Гриффин, герой этого романа, — личность значительная и необычная. Он много выше жалкого мещанского мирка, в котором волею судьбы очутился. Но Уэллс с особым вниманием изучает Гриффина не только для того, чтобы противопоставить его буржуазному обществу, но и для того, чтобы показать, как отражается это общество в нем самом.

Много позже Уэллс писал, что отношения ученого и буржуазного общества подчинены устойчивой схеме: ученый делает открытие, кто-то другой на нем обогащается. Гриффин намерен нарушить это извечное правило.
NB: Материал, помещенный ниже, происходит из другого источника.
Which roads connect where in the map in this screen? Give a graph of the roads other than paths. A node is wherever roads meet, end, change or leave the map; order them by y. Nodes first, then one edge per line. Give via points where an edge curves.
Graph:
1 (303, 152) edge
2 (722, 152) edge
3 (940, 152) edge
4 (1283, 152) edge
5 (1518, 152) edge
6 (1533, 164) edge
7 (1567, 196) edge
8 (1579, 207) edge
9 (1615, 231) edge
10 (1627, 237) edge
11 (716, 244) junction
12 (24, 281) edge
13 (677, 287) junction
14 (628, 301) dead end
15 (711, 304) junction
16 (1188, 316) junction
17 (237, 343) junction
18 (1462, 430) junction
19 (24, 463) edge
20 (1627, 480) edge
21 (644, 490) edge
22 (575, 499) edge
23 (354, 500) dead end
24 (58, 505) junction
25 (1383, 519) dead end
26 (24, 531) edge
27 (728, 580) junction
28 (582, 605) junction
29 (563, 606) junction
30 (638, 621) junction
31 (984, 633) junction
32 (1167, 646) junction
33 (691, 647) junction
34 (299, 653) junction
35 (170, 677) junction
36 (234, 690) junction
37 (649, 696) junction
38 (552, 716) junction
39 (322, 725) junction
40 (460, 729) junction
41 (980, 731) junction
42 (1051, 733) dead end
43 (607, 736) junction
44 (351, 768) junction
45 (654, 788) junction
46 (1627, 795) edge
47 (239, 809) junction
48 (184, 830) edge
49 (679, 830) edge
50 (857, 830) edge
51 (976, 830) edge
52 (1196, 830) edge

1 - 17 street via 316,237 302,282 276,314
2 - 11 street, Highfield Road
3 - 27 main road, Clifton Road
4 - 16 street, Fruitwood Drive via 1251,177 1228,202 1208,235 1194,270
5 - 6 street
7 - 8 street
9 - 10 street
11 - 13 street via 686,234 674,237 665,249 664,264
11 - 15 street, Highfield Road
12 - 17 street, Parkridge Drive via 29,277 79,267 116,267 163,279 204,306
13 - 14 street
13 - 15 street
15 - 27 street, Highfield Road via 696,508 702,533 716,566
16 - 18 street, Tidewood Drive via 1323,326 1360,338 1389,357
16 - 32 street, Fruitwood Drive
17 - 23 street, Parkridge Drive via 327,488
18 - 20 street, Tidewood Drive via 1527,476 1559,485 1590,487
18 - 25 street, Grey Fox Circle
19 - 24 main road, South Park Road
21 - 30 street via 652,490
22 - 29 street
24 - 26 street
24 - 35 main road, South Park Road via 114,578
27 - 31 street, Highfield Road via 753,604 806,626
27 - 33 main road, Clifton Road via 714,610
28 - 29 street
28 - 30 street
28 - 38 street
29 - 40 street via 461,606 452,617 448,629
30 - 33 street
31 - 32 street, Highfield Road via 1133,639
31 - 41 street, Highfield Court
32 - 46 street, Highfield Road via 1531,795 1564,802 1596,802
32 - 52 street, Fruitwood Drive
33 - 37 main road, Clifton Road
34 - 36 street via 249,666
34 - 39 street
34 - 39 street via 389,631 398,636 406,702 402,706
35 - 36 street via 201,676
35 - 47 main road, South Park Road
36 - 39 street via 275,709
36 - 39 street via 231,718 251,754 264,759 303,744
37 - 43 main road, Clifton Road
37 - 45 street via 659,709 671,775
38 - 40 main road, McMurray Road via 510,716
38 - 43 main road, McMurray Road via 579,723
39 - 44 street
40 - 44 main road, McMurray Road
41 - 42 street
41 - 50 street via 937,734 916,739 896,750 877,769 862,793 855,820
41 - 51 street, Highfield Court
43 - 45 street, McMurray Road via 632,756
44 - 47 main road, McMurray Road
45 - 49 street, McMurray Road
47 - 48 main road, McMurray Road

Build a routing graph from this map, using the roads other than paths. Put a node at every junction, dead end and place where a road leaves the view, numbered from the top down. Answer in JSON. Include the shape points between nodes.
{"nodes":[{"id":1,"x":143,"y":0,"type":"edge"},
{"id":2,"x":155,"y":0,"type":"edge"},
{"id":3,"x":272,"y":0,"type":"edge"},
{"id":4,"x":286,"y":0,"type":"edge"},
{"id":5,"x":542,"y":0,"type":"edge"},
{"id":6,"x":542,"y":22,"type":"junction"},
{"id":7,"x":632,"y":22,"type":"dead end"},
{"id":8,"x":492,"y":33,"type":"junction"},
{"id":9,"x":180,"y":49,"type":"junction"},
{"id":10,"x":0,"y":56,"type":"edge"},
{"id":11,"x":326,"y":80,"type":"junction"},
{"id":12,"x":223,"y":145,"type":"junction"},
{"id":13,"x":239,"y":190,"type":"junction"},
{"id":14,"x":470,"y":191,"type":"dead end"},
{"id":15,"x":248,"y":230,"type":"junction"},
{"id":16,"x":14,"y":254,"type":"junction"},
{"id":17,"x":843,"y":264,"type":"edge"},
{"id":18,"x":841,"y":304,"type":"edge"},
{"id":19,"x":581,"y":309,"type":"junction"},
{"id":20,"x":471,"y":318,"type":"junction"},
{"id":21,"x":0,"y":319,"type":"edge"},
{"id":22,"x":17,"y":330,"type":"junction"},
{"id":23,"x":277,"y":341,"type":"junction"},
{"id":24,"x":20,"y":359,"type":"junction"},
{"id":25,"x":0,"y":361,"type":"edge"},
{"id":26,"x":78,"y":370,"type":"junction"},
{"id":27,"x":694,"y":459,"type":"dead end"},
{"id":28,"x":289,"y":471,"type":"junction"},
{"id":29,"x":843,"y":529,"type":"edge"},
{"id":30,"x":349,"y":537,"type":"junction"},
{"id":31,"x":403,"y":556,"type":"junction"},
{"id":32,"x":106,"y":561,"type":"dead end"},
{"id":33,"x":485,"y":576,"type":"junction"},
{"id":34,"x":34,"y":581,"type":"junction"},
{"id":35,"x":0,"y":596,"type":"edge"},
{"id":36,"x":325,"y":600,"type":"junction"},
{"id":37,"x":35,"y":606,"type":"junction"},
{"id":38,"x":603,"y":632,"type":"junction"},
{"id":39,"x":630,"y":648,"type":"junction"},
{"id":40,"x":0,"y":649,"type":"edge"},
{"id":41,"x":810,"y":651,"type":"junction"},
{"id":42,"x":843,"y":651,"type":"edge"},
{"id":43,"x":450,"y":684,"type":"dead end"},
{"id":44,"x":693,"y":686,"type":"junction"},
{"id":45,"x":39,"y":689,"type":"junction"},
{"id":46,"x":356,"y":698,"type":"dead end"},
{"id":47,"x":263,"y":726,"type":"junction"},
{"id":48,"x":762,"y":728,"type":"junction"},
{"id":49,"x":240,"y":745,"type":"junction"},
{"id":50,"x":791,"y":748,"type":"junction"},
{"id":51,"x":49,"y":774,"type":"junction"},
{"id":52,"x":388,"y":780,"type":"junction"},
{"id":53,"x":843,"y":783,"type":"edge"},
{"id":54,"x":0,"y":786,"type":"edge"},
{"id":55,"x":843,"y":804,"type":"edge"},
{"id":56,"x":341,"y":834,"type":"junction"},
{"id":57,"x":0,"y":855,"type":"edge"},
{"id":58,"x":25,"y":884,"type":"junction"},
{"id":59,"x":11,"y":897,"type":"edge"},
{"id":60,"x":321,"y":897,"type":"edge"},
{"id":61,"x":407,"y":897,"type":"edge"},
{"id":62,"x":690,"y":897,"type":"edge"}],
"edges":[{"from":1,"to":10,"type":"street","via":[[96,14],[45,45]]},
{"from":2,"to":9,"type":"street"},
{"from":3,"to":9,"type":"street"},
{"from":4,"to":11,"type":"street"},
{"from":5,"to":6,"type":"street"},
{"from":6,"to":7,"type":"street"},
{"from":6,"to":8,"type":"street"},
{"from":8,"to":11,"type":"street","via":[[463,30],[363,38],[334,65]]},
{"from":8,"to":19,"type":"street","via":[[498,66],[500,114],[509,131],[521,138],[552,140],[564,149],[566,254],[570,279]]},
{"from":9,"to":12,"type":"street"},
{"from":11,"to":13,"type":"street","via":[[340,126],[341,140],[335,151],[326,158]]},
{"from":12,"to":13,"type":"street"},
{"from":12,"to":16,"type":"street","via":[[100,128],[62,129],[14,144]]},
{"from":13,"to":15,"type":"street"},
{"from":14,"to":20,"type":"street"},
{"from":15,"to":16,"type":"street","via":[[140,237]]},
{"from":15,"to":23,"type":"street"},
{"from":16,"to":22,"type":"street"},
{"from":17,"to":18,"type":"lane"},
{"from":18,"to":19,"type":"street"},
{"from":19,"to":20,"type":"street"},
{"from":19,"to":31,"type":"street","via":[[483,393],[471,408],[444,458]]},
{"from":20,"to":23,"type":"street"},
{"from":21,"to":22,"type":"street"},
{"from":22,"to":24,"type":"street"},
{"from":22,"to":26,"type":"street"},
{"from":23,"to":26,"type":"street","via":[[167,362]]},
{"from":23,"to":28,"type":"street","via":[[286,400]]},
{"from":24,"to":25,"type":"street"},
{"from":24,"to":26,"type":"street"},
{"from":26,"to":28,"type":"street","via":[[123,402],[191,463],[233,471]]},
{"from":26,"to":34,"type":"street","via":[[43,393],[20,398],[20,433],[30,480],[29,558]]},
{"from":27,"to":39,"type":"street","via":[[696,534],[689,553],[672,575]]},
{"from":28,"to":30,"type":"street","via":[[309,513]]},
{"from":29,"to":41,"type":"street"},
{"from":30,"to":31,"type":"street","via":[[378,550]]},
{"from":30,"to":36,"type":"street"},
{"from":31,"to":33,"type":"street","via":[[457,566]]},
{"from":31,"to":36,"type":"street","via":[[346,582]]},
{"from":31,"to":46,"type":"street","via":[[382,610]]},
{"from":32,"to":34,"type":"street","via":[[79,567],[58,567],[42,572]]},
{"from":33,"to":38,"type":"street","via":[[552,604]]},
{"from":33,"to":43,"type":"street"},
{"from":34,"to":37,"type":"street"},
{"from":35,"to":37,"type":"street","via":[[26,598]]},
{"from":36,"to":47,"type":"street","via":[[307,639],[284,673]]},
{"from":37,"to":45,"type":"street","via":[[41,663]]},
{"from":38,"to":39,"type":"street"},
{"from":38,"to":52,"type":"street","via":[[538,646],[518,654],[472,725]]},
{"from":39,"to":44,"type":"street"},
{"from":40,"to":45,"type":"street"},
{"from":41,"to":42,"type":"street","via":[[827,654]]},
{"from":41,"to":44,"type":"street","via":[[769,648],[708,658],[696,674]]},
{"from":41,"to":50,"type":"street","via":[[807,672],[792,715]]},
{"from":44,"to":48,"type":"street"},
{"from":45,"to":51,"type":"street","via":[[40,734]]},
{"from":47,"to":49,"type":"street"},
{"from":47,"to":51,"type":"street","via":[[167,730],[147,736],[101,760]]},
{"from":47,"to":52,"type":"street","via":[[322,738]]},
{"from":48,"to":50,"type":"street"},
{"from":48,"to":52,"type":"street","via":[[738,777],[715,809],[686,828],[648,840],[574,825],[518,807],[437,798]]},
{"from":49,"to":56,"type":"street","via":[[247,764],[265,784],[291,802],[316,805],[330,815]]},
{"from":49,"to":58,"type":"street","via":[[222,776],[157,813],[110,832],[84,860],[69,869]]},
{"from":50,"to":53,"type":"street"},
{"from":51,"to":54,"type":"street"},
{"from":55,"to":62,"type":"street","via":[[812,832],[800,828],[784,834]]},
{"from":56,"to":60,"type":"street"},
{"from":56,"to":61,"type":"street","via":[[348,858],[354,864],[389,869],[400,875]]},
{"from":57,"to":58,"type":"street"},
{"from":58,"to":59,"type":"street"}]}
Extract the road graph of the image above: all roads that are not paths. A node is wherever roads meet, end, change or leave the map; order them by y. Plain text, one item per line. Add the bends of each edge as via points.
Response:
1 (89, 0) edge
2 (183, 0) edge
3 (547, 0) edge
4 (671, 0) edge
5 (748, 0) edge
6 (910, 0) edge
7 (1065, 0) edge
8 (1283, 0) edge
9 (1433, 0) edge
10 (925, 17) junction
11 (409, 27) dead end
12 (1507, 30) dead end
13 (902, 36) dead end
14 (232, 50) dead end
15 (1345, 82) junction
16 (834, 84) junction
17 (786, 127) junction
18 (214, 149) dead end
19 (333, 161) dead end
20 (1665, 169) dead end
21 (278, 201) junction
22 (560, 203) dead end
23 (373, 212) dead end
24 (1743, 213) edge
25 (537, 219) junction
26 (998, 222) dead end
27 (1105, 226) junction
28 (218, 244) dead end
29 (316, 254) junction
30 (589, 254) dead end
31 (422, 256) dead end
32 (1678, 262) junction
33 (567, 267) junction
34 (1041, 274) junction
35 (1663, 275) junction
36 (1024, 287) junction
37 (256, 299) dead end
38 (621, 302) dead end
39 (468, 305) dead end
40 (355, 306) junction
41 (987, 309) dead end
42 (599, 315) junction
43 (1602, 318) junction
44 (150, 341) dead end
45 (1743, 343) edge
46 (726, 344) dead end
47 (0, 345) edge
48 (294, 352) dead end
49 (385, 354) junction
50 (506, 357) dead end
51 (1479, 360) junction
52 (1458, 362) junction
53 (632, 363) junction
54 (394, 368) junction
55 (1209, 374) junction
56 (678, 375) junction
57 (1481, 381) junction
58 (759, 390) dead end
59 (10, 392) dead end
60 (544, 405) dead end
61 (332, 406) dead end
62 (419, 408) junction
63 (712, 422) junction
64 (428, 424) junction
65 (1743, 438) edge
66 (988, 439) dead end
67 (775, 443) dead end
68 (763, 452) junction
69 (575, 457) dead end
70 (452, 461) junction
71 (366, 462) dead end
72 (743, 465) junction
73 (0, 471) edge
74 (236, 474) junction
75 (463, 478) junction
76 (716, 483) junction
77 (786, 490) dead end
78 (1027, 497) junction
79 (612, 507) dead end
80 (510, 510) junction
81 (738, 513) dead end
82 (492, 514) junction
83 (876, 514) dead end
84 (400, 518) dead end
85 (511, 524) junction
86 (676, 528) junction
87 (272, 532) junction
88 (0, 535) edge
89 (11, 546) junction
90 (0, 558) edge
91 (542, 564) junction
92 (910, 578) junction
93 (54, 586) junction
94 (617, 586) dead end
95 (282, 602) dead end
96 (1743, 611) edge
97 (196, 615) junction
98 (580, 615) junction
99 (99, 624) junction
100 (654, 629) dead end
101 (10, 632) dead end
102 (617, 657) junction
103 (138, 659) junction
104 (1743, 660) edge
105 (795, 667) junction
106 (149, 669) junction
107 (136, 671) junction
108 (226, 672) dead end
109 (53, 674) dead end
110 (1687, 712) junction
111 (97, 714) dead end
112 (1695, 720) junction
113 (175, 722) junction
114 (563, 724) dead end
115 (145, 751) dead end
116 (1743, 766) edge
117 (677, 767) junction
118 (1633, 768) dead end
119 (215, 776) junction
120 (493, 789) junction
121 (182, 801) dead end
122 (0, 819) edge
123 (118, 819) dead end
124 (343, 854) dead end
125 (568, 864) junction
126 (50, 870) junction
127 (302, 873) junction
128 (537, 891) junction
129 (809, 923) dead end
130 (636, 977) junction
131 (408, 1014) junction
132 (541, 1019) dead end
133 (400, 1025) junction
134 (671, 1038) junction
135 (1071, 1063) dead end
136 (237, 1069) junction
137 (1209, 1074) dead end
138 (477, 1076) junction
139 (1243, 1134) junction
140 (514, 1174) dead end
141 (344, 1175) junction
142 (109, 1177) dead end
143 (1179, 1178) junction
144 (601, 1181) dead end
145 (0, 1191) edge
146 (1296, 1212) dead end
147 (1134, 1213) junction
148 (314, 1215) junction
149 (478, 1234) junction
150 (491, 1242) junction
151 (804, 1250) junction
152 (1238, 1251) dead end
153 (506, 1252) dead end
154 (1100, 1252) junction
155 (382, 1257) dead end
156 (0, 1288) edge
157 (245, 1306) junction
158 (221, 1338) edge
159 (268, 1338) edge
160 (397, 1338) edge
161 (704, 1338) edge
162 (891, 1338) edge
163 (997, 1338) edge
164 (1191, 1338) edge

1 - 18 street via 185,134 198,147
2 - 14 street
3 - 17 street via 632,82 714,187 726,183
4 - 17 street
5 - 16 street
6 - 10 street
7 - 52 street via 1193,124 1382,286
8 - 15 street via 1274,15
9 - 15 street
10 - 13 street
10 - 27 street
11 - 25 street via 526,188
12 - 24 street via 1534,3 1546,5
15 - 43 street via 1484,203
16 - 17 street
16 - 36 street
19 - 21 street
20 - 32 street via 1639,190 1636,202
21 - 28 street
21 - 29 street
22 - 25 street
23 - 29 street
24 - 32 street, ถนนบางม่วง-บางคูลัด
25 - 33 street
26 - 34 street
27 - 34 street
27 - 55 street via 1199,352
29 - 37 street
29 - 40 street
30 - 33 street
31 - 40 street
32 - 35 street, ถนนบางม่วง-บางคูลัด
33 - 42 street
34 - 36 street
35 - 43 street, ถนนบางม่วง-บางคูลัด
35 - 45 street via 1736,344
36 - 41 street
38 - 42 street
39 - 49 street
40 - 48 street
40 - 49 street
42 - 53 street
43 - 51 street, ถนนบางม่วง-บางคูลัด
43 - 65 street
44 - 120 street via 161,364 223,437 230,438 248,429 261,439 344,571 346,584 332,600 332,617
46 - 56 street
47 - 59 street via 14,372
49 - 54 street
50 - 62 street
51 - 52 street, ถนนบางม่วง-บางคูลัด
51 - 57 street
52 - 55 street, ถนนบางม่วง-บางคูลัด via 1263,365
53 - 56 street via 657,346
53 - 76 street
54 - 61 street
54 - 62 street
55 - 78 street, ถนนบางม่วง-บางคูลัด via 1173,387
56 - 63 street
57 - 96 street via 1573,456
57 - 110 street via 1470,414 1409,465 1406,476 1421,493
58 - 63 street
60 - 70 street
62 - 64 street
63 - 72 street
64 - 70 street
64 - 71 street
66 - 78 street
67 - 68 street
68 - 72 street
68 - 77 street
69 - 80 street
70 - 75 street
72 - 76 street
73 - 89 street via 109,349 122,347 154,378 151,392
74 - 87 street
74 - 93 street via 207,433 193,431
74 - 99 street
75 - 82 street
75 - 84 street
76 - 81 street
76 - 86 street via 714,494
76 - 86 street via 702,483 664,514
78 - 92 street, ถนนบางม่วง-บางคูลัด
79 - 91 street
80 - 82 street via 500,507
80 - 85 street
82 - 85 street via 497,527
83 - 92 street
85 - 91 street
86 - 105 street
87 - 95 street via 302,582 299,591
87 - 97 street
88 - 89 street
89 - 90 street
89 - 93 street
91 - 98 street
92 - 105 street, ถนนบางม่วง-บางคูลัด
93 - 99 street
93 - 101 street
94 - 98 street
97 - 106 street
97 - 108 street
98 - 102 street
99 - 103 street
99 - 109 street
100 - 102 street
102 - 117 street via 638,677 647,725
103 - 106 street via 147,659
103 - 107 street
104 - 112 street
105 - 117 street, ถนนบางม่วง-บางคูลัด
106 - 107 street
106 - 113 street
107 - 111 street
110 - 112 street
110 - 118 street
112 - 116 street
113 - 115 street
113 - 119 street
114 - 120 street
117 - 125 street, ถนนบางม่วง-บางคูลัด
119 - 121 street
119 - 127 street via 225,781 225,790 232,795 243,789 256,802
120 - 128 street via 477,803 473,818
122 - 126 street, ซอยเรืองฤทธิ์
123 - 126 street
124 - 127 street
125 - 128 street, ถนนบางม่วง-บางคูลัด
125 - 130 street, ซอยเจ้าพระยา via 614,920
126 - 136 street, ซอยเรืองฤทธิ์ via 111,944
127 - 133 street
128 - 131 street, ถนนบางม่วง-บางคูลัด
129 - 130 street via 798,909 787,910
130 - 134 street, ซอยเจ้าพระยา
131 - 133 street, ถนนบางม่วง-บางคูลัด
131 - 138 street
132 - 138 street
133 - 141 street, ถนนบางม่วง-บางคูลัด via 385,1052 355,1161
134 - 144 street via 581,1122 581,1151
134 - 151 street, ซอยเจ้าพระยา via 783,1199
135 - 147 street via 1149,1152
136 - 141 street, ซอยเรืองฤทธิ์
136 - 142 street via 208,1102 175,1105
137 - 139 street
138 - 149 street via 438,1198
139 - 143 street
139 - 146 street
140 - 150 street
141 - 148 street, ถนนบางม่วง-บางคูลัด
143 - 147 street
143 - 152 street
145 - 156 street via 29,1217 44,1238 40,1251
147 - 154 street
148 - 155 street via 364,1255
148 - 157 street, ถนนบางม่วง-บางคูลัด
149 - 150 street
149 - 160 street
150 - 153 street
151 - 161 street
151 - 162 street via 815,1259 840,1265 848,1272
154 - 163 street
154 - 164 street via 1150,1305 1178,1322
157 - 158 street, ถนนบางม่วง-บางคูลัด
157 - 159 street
Он не собирается отдавать свое открытие другим — он сам им воспользуется.

Не о деньгах он печется. Он самоутверждается иным способом. Он всегда был непохожим, изгоем, человеком, которого общество пыталось нивелировать, подчинить себе. Теперь он сам постарается подчинить себе общество. Но как? И ради чего? Отнюдь не для того, чтобы преобразовать его в самых его основах. И путь его к власти будет не менее кровав и жесток, чем у любого его предшественника.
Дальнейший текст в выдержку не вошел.